Costumier

Prompt: costumier; perpetual beta

“This would,” Caroline said, the corner of her mouth tight around a couple of head pins, “go a lot faster if you helped.” She threaded another one into the hem she had partially pinned. “If you have nothing better to do, of course.”

Daisy sat on her sewing table and stared at the dress on the wall. “I just–I can almost see what I need to change.” Caroline could tell, from the tone of Daisy’s voice, that she had that squinty expression, like her brain was threatening to overheat.
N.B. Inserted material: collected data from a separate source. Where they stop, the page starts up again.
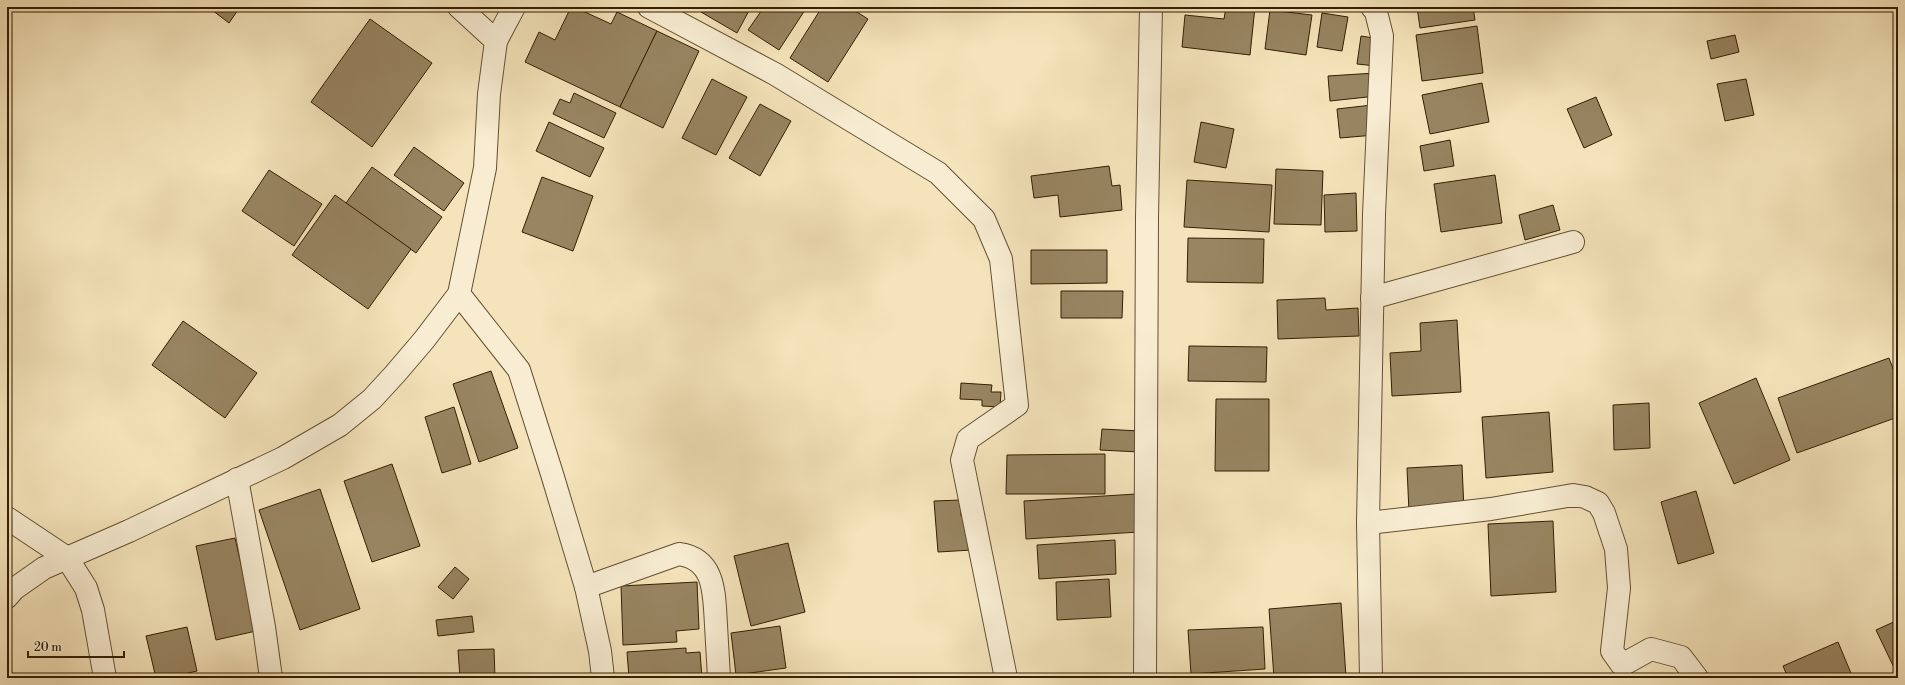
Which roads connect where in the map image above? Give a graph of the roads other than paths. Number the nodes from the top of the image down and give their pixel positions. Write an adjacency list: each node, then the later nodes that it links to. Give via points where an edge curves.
1 (459, 7): 6 (street)
2 (514, 7): 6 (street)
3 (649, 7): 20 (street, via 775,74 938,173 984,219 1001,259 1017,404 968,439 962,460)
4 (1151, 7): 21 (street, via 1146,217)
5 (1372, 7): 9 (street, via 1376,12 1382,36)
6 (496, 41): 8 (street, via 489,94 486,168)
7 (1573, 242): 9 (street)
8 (459, 294): 10 (street, via 424,340 372,400 340,425 283,458); 14 (street, via 519,370)
9 (1372, 298): 12 (street)
10 (237, 479): 13 (street); 17 (street)
11 (7, 518): 13 (street)
12 (1368, 523): 22 (street); 23 (street, via 1491,509 1573,495 1592,500 1598,503 1604,513 1616,549 1619,588 1612,651 1622,665 1651,649 1681,656)
13 (67, 558): 15 (street, via 44,568); 16 (street, via 86,588 93,610)
14 (586, 587): 18 (street, via 600,651); 19 (street, via 679,554 690,555 700,562 714,589)
15 (7, 597)
16 (105, 678)
17 (271, 678)
18 (603, 678)
19 (719, 678)
20 (1006, 678)
21 (1145, 678)
22 (1372, 678)
23 (1697, 678)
Caroline knew she shouldn’t, but she gave in and turned to look at the dress. “It looks fine to me.” Just like the last five versions, she did not add. “Really, I could use some help getting these pieces hemmed.” Through the window in the shop’s back door, she could see that the sun had set. She didn’t know how the owner expected her to get the costumes done in time for the Shakespeare Festival, when she could only have time to work on them after the shop closed for the day.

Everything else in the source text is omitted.